9. Alternative Approaches

  • Prefix Sensitivity: If the site uses a custom database prefix (e.g., wp_custom_), the capabilities key will be wp_custom_capabilities. The exploit may need to target both or dynamically determine the prefix.
  • Direct Meta Update: If the plugin uses a different parameter name (e.g., field_name and field_value), attempt to send field_name=wp_capabilities&field_value[administrator]=1.
  • Registration Bypass: If Subscriber registration is disabled, look for other meta keys that could lead to account takeover, such as updating the user's email (user_email) if the plugin allows updating the core wp_users table via the same function (unlikely but possible if it uses wp_update_user).
Research Findings
Static analysis — not yet PoC-verified

Summary

The InfusedWoo Pro plugin for WordPress is vulnerable to privilege escalation because the infusedwoo_gdpr_upddata() function lacks authorization checks and does not restrict which user meta keys can be modified.
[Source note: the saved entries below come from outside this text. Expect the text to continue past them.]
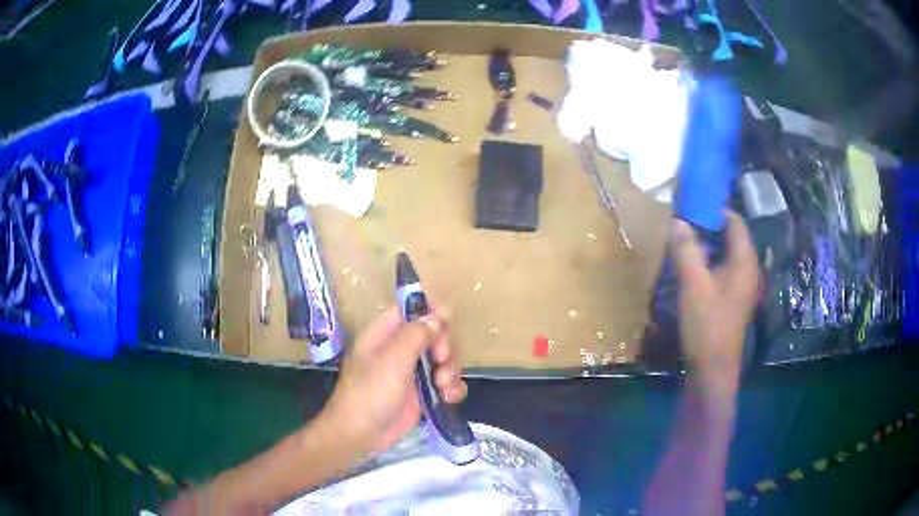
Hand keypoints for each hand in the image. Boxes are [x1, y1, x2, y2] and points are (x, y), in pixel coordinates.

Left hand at [324, 306, 466, 455]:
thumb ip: (416, 335)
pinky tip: (449, 398)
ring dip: (451, 370)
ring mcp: (413, 372)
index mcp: (386, 334)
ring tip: (444, 387)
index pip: (411, 310)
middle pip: (435, 334)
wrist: (360, 435)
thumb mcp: (392, 360)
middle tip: (442, 361)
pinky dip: (452, 388)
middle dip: (445, 346)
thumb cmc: (370, 393)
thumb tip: (438, 315)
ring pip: (444, 359)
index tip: (446, 325)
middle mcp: (400, 349)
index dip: (431, 313)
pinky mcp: (423, 394)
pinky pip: (446, 383)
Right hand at [672, 211, 758, 395]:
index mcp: (744, 262)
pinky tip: (691, 269)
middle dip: (708, 227)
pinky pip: (722, 270)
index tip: (691, 205)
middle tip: (683, 223)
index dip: (715, 210)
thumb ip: (686, 250)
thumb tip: (677, 221)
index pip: (735, 222)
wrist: (712, 370)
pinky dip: (708, 263)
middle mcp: (748, 270)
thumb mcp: (693, 285)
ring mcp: (741, 286)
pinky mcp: (733, 299)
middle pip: (731, 237)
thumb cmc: (707, 325)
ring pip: (726, 254)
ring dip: (707, 246)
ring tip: (683, 243)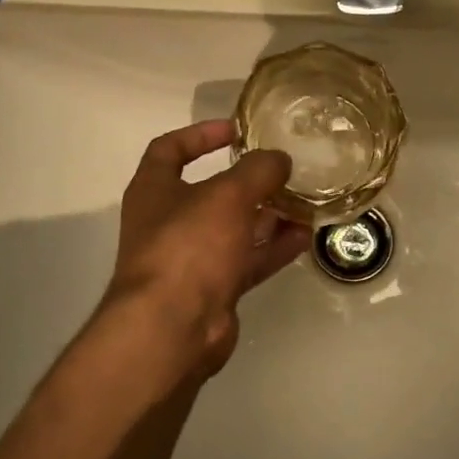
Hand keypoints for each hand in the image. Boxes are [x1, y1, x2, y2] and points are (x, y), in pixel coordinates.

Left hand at [103, 119, 311, 374]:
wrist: (172, 328)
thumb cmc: (189, 245)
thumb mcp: (228, 195)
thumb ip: (258, 170)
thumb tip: (279, 159)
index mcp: (154, 189)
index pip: (170, 149)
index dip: (201, 134)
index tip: (237, 130)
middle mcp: (168, 221)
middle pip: (210, 192)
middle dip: (248, 181)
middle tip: (283, 170)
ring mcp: (190, 258)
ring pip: (234, 228)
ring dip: (267, 215)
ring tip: (304, 201)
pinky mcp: (212, 289)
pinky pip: (247, 260)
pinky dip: (273, 248)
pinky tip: (304, 236)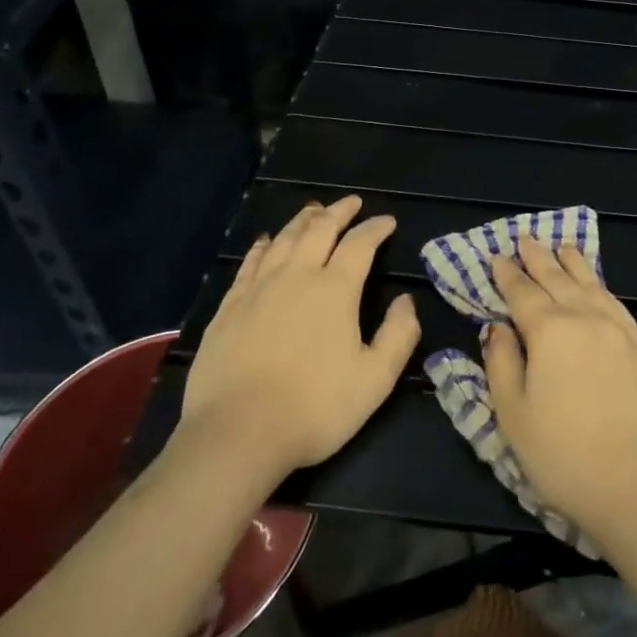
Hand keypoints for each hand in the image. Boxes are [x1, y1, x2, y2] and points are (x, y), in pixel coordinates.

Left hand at [174, 196, 418, 483]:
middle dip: (340, 211)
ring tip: (314, 210)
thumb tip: (406, 301)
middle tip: (352, 202)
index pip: (360, 243)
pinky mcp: (230, 306)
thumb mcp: (375, 380)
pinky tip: (266, 241)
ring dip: (303, 220)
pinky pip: (250, 262)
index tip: (387, 221)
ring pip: (285, 239)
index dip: (376, 228)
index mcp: (335, 289)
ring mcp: (259, 288)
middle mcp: (297, 275)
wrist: (236, 434)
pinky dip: (264, 245)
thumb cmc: (314, 408)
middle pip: (320, 229)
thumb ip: (398, 335)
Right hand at [482, 238, 636, 541]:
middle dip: (539, 258)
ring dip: (573, 264)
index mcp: (549, 331)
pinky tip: (598, 286)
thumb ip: (501, 364)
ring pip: (591, 285)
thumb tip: (497, 327)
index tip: (497, 256)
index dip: (508, 274)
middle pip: (557, 279)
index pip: (523, 293)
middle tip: (526, 238)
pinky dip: (602, 287)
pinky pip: (616, 304)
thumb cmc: (566, 456)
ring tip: (563, 247)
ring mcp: (619, 332)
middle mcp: (585, 319)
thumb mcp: (514, 416)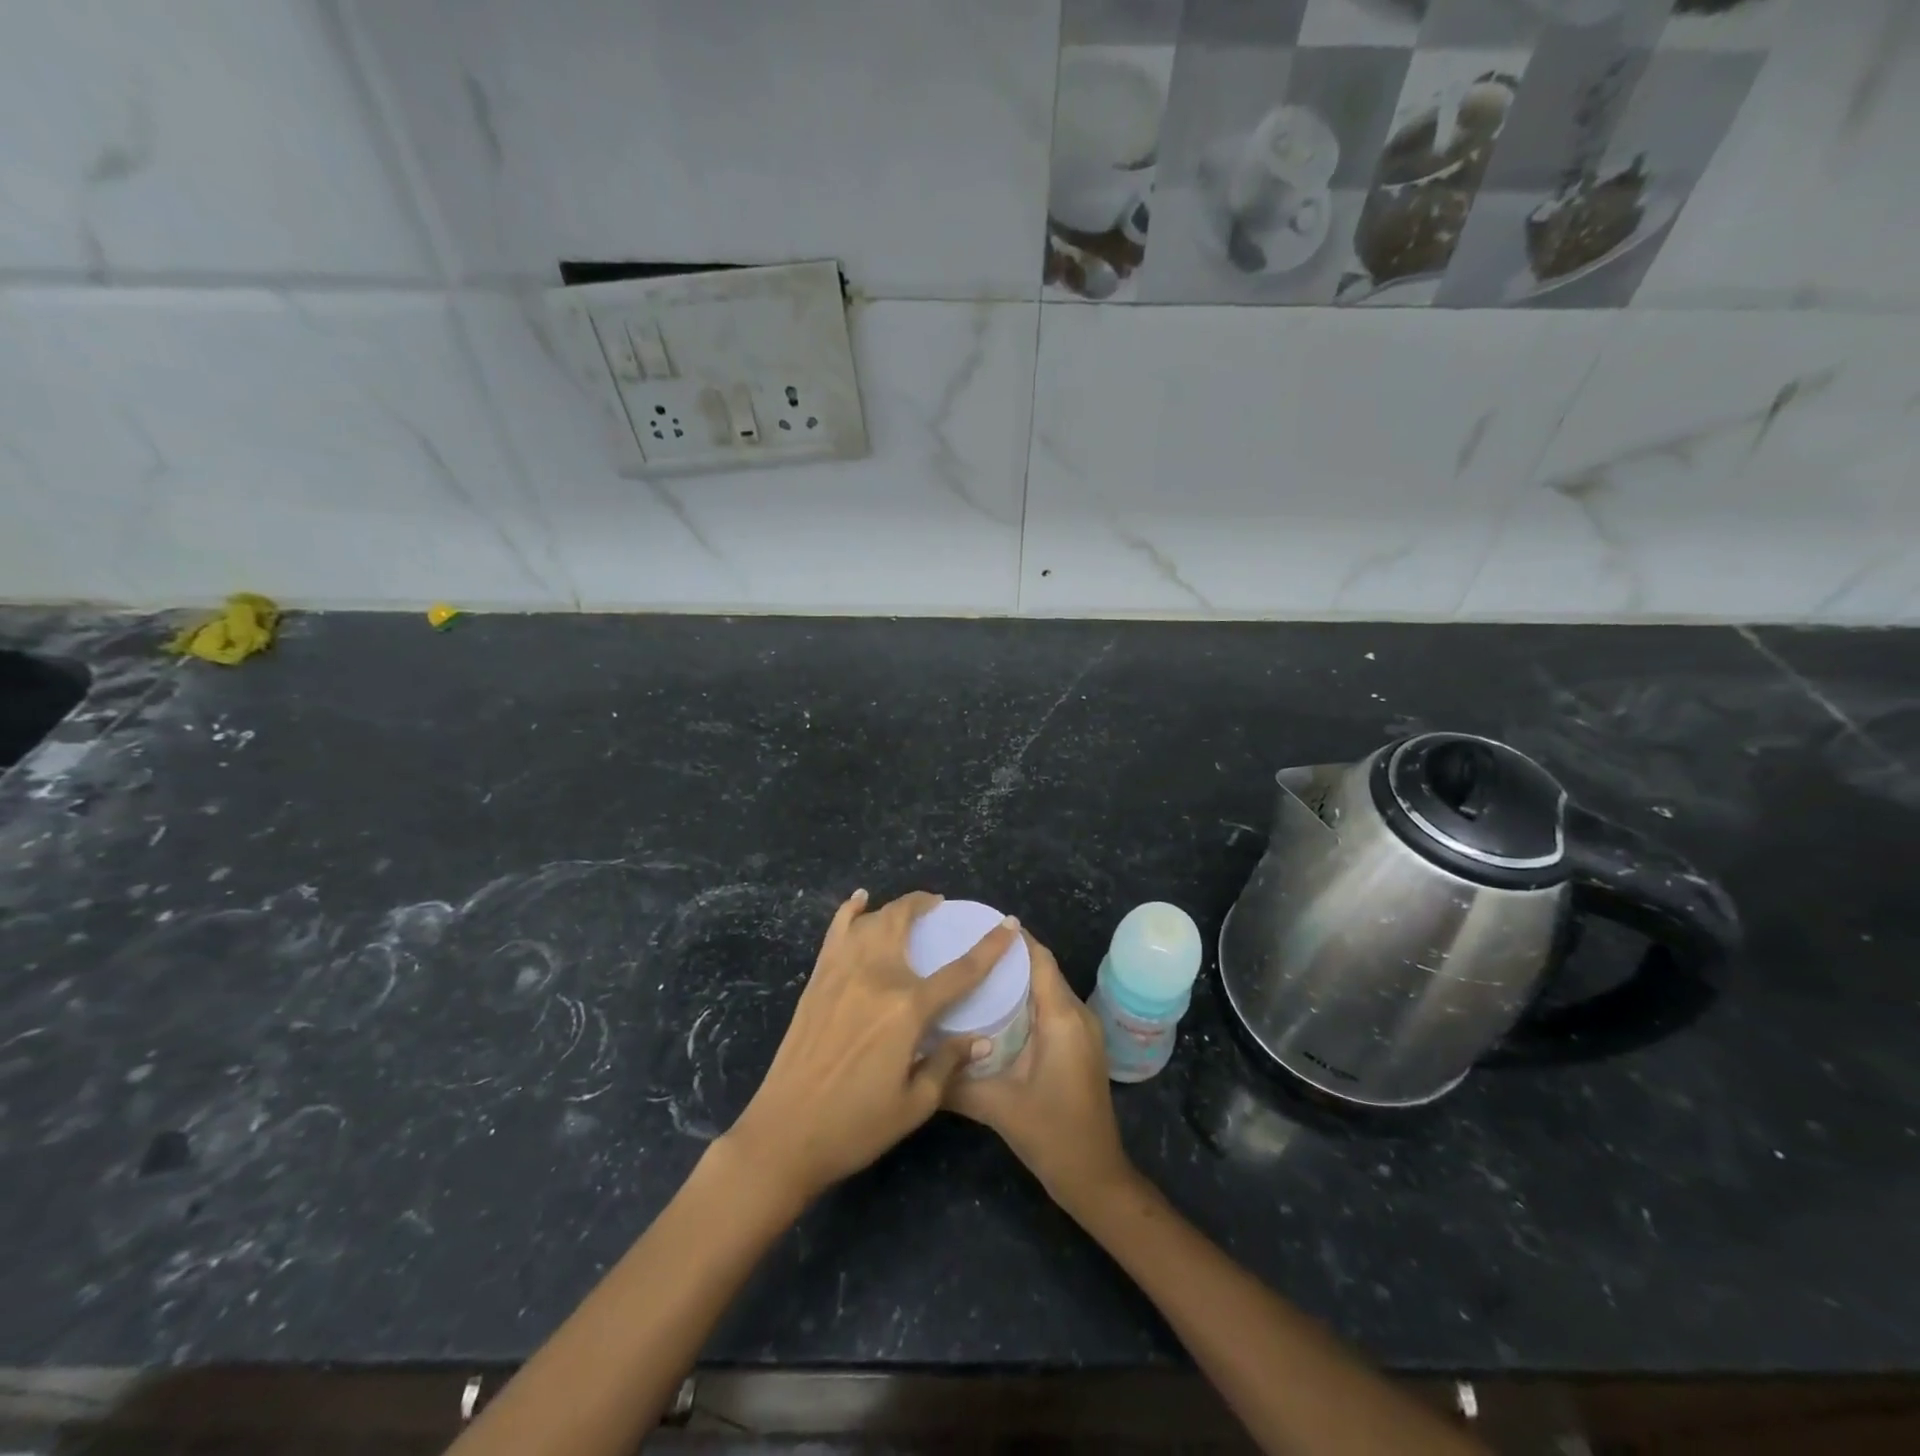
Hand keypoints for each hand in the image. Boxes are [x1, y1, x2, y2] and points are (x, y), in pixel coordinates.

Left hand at [726, 890, 1016, 1205]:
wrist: (784, 1133)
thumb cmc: (855, 1126)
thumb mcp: (915, 1104)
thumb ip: (948, 1062)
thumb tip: (981, 1040)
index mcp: (907, 1008)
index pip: (961, 970)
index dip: (990, 947)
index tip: (1008, 925)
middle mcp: (876, 976)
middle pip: (904, 922)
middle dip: (926, 904)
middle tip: (940, 906)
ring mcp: (841, 972)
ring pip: (871, 920)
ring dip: (893, 907)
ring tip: (909, 909)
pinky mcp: (817, 979)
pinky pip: (836, 931)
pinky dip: (850, 911)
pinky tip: (859, 900)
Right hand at [945, 931, 1135, 1214]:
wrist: (1095, 1177)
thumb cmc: (1051, 1134)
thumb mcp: (997, 1106)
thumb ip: (954, 1082)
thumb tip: (912, 1059)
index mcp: (1061, 1018)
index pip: (1039, 959)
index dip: (1013, 939)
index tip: (978, 924)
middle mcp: (1076, 1015)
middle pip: (1043, 969)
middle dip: (1008, 955)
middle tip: (965, 947)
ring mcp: (1082, 1031)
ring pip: (1047, 988)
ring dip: (1018, 977)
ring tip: (974, 972)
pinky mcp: (1079, 1046)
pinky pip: (1052, 1007)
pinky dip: (1027, 999)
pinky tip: (995, 1009)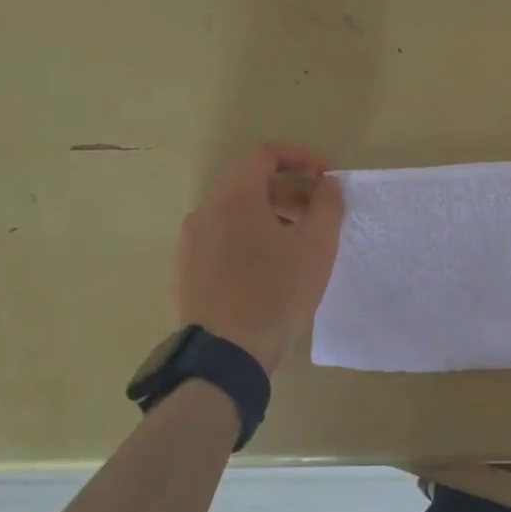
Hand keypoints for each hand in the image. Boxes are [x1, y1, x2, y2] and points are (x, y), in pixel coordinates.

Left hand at [172, 143, 343, 373]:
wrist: (225, 357)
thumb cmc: (276, 293)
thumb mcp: (317, 246)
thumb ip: (327, 204)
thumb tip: (326, 184)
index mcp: (234, 197)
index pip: (266, 154)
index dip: (301, 157)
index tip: (326, 177)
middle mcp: (204, 212)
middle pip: (250, 186)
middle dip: (289, 193)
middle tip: (317, 217)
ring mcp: (188, 245)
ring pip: (233, 218)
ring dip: (268, 220)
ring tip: (294, 250)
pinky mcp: (183, 275)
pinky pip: (219, 245)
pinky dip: (246, 245)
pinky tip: (264, 276)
Authenticated users with subscriber-level permissions can exploit this to update their own wp_capabilities user meta, granting themselves administrator access.

Vulnerable Code

// Inferred from plugin functionality and research plan
// File path likely: includes/gdpr.php or similar

add_action('wp_ajax_infusedwoo_gdpr_upddata', 'infusedwoo_gdpr_upddata');

function infusedwoo_gdpr_upddata() {
    // Missing authorization check (e.g., current_user_can)
    // Missing nonce verification (e.g., check_ajax_referer)
    $user_id = get_current_user_id();

    if (isset($_POST['userdata'])) {
        foreach ($_POST['userdata'] as $key => $value) {
            // Vulnerability: No whitelist for meta keys, allowing wp_capabilities update
            update_user_meta($user_id, $key, $value);
        }
    }
    wp_die();
}

Security Fix

--- a/includes/gdpr.php
+++ b/includes/gdpr.php
@@ -1,10 +1,18 @@
 function infusedwoo_gdpr_upddata() {
+    check_ajax_referer('infusedwoo_gdpr_nonce', 'nonce');
+
+    if (!is_user_logged_in()) {
+        wp_send_json_error('Unauthorized');
+    }
+
     $user_id = get_current_user_id();
+    $allowed_keys = array('first_name', 'last_name', 'billing_phone'); // Example whitelist
+
     if (isset($_POST['userdata'])) {
         foreach ($_POST['userdata'] as $key => $value) {
-            update_user_meta($user_id, $key, $value);
+            if (in_array($key, $allowed_keys)) {
+                update_user_meta($user_id, $key, sanitize_text_field($value));
+            }
         }
         echo json_encode(array('status' => 'success'));
     }
     wp_die();
 }

Exploit Outline

The exploit targets the AJAX action 'infusedwoo_gdpr_upddata' via the /wp-admin/admin-ajax.php endpoint. An attacker must first authenticate as a Subscriber (or any valid user). They must then obtain a valid nonce if one is required (typically found in the HTML source or localized JavaScript of the GDPR/Account page). The attacker sends a POST request containing the parameter 'userdata[wp_capabilities][administrator]=1'. Because the backend function iterates through the 'userdata' array and passes keys directly to update_user_meta() without validation, the user's role is updated to Administrator.